Quest’ultimo raccoglie l’invito dei rappresentanti sindacali e dei lavoratori e assicura il suo impegno per la convocazione di un tavolo regionale in cui avviare una discussione sulle prospettive dello stabilimento specializzato nella produzione di motori di media e alta cilindrata: “solleciterò gli assessori alle attività produttive, Amedeo Lepore ed al lavoro, Sonia Palmeri perché si arrivi alla convocazione di un confronto in tempi rapidi”.

“La classe dirigente di questa provincia – ammette Todisco – è distratta rispetto a certi temi ma, senza una discussione seria sulle industrie e la loro crisi, si rischia di non avere futuro. Negli anni settanta l’Irpinia era la provincia del Meridione con il più alto tasso di industrializzazione, un patrimonio che stiamo disperdendo”. Quindi, non manca un passaggio sulla necessità di ridare slancio all’area industriale di Pianodardine. “Questo nucleo – aggiunge – è un patrimonio che la città di Avellino e l’intera area urbana non avvertono. Eppure, discutere di Pianodardine significa discutere del futuro dei comuni della zona”. Infine, rilancia il progetto per la creazione, a Pianodardine, “di un polo di ricerca sui motori coinvolgendo l’Università per metterci in connessione anche con la piattaforma logistica della valle dell’Ufita”.

“Il confronto – aggiunge Gambacorta – apre uno spaccato sull’industria manufatturiera della nostra provincia. Non possiamo correre il rischio che lo stabilimento di Pratola Serra segua il destino della ex Irisbus di valle Ufita, la cui chiusura ha rappresentato un’occasione persa per l’intero Paese”.

Quindi, convergendo sull’allarme lanciato dai vertici della Fiom Cgil evidenzia come “in Italia non possiamo rimanere indietro su un fattore determinante come è il motore elettrico” e rilancia la necessità di “dare fiducia e risorse alle Università per fare ricerca”.

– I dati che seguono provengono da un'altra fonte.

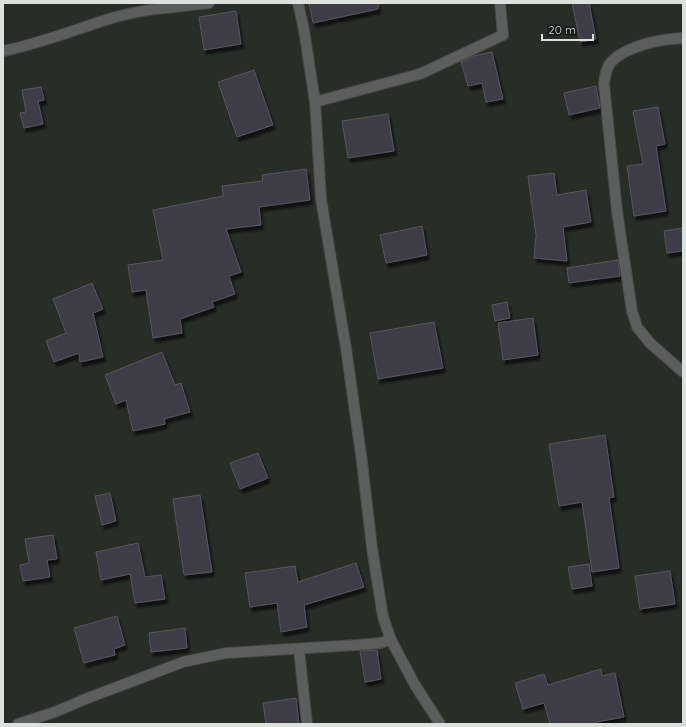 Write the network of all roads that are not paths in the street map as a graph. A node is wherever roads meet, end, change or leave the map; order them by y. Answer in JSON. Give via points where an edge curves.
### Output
{"nodes":[{"id":1,"x":209,"y":3,"type":"edge"},
{"id":2,"x":298,"y":3,"type":"edge"},
{"id":3,"x":500,"y":3,"type":"edge"},
{"id":4,"x":683,"y":38,"type":"edge"},
{"id":5,"x":3,"y":51,"type":"edge"},
{"id":6,"x":315,"y":102,"type":"junction"},
{"id":7,"x":683,"y":372,"type":"edge"},
{"id":8,"x":391,"y":640,"type":"junction"},
{"id":9,"x":299,"y":649,"type":"junction"},
{"id":10,"x":18,"y":724,"type":"edge"},
{"id":11,"x":307,"y":724,"type":"edge"},
{"id":12,"x":440,"y":724,"type":"edge"}],
"edges":[{"from":1,"to":5,"type":"street","via":[[150,10],[110,19],[61,36]]},
{"from":2,"to":6,"type":"street"},
{"from":3,"to":6,"type":"street","via":[[503,35],[420,74]]},
{"from":4,"to":7,"type":"street","via":[[667,39],[636,47],[619,56],[611,62],[605,72],[604,84],[617,211],[632,311],[637,327],[650,343]]},
{"from":6,"to":8,"type":"street","via":[[321,199],[346,348],[373,556],[383,617]]},
{"from":8,"to":9,"type":"street"},
{"from":8,"to":12,"type":"street"},
{"from":9,"to":10,"type":"street","via":[[226,653],[183,662]]},
{"from":9,"to":11,"type":"street"}]}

Quanto al rilancio dell’Irpinia, poi, suggerisce: “bisogna concentrare le iniziative su pochi grandi assi”. A margine, Gambacorta non manca un riferimento al ruolo delle province – “la legge ci ha lasciato competenze su scuole e strade senza garantire le risorse necessarie” – e lancia una frecciata a Carlo Sibilia, “un improvvisato che fa il Deputato della Repubblica”, in risposta all’attacco subito sulle scuole. “Siamo impegnati tutti i giorni – conclude il primo inquilino di palazzo Caracciolo – nonostante le difficoltà, rimettendoci, per assicurare risposte. Lo facciamo per senso di responsabilità e non perché nel 2012, per mancanza di cose da fare, abbiamo partecipato ad un click day”.